[Task input]

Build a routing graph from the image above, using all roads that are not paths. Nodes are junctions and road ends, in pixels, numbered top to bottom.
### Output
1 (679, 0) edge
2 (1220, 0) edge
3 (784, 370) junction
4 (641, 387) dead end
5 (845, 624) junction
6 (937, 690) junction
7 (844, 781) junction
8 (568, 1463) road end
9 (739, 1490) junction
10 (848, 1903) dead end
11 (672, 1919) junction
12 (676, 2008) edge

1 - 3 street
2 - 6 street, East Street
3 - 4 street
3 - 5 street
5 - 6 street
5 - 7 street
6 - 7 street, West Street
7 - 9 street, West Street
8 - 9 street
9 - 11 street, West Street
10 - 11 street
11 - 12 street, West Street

[/Task input]
[Task input]

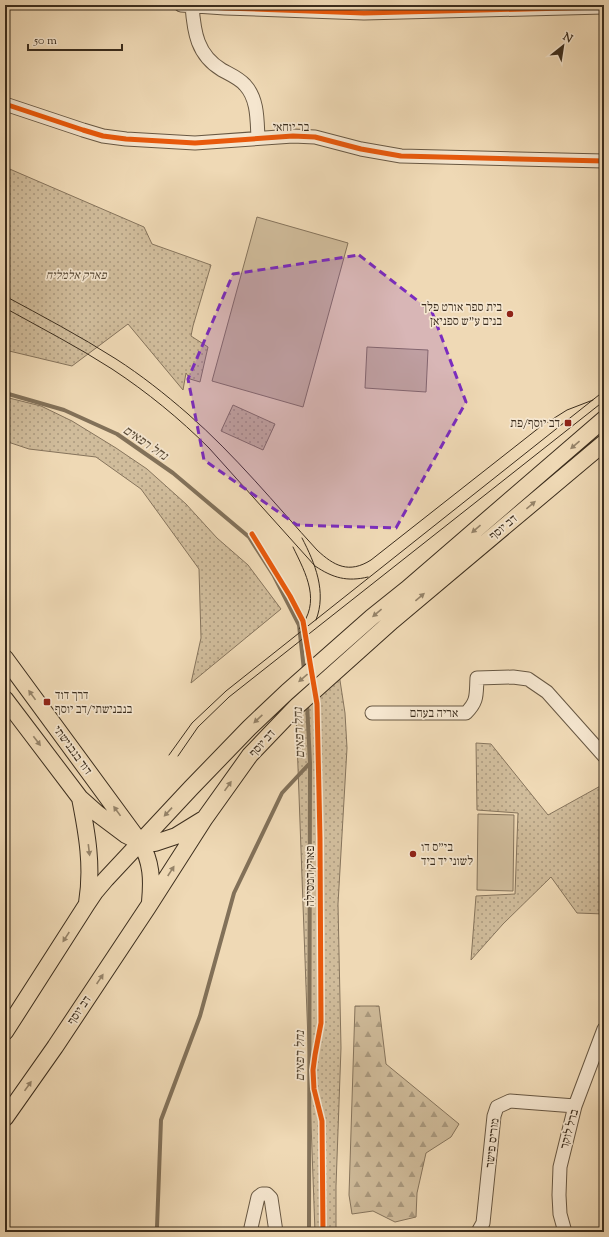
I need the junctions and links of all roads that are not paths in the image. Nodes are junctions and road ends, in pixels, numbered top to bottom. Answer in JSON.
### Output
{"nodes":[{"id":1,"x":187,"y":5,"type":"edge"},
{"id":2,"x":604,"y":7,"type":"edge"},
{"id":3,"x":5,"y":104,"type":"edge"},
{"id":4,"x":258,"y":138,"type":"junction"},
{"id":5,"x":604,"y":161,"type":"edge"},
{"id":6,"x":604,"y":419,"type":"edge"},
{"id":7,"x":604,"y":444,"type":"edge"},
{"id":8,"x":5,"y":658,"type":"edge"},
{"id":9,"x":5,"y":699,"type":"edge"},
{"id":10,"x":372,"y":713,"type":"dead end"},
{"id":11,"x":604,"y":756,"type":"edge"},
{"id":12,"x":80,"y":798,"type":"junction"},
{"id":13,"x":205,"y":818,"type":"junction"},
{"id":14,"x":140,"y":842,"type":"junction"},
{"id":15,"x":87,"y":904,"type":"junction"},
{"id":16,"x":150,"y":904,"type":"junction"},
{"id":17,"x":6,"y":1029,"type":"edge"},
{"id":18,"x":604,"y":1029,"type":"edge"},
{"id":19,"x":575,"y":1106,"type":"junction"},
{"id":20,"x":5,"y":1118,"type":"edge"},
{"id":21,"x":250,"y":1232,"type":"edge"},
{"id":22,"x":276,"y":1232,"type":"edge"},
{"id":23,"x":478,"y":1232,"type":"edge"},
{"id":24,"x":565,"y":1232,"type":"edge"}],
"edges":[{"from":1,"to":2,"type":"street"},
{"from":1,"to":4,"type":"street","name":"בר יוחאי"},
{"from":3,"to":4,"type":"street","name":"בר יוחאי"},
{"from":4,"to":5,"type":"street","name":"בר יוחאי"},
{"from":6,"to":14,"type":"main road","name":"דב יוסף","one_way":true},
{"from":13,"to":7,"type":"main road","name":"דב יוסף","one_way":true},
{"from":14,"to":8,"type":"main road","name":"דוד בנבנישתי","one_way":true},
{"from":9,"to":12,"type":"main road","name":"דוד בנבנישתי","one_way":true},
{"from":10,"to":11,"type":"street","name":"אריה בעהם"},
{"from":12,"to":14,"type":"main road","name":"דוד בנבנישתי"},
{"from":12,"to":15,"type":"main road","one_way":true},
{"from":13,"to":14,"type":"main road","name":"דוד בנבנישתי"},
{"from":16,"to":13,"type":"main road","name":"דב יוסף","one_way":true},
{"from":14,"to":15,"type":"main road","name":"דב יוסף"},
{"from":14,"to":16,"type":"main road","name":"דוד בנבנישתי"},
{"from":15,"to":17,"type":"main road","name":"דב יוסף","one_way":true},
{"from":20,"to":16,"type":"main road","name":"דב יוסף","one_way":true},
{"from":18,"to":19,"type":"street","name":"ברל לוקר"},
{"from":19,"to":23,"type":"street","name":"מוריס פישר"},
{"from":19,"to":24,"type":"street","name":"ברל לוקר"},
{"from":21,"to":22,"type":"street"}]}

[/Task input]
[Task input]

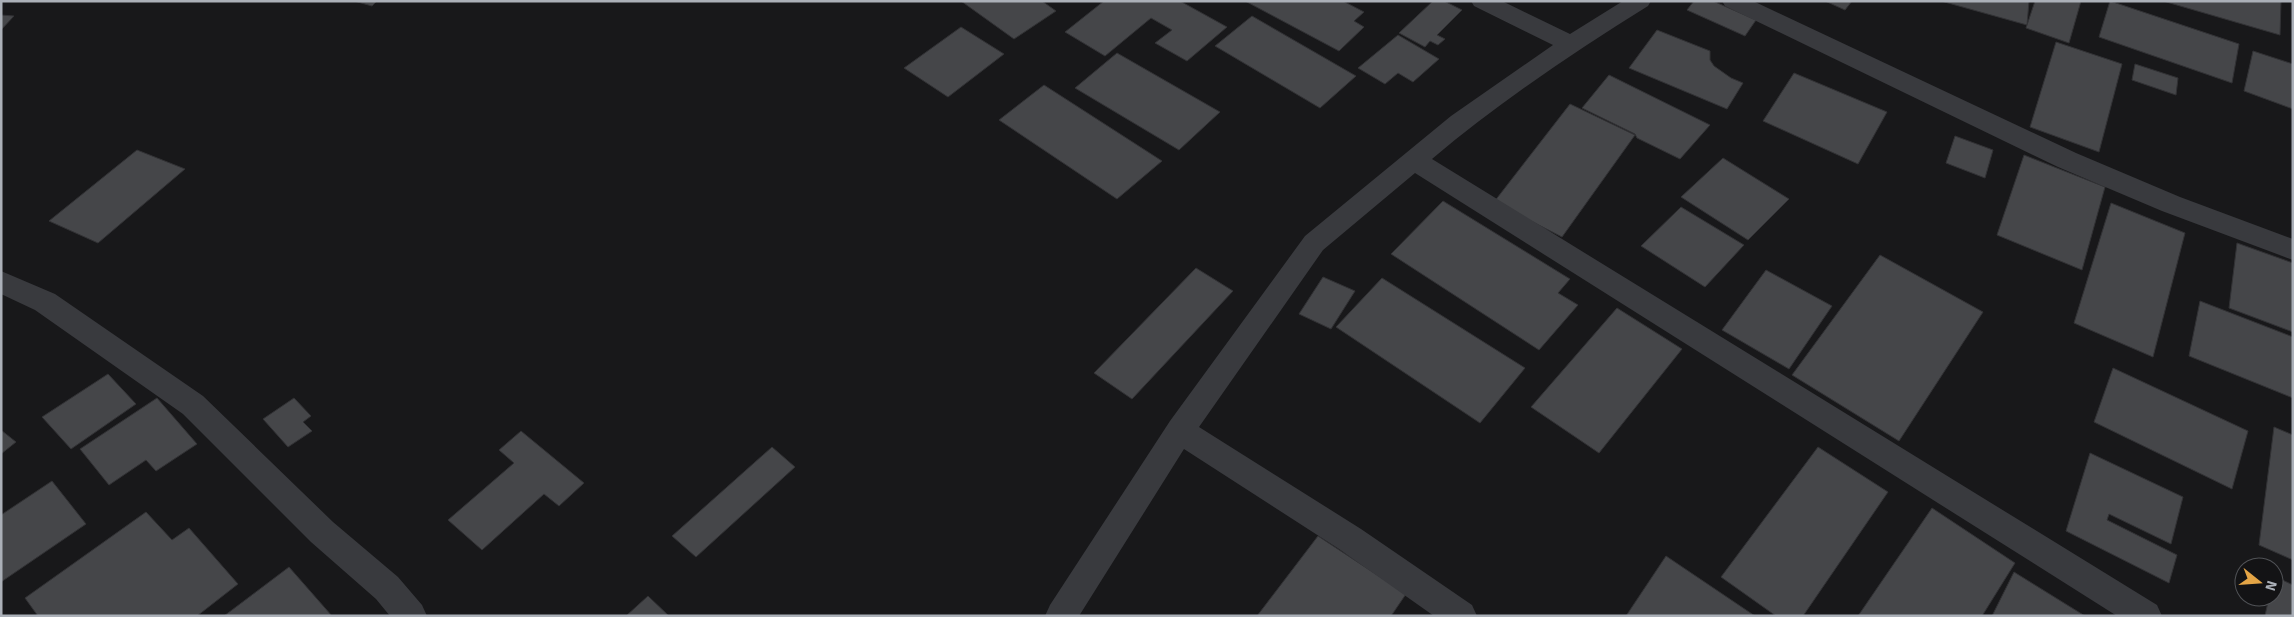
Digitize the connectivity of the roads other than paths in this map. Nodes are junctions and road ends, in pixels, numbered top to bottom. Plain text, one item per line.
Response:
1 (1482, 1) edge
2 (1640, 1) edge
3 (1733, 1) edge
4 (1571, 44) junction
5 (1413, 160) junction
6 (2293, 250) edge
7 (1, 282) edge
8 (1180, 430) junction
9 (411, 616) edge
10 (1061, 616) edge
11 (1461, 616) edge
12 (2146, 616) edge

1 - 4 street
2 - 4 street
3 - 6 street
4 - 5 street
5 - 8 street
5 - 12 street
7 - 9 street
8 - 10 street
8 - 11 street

[/Task input]

▶ [Task details]:
Where does the string "numbered" occur in the data above? Copy every line that holds it.

▶ [The answer]:
Build a routing graph from the image above, using all roads that are not paths. Nodes are junctions and road ends, in pixels, numbered top to bottom.
I need the junctions and links of all roads that are not paths in the image. Nodes are junctions and road ends, in pixels, numbered top to bottom. Answer in JSON.
Digitize the connectivity of the roads other than paths in this map. Nodes are junctions and road ends, in pixels, numbered top to bottom. Plain text, one item per line.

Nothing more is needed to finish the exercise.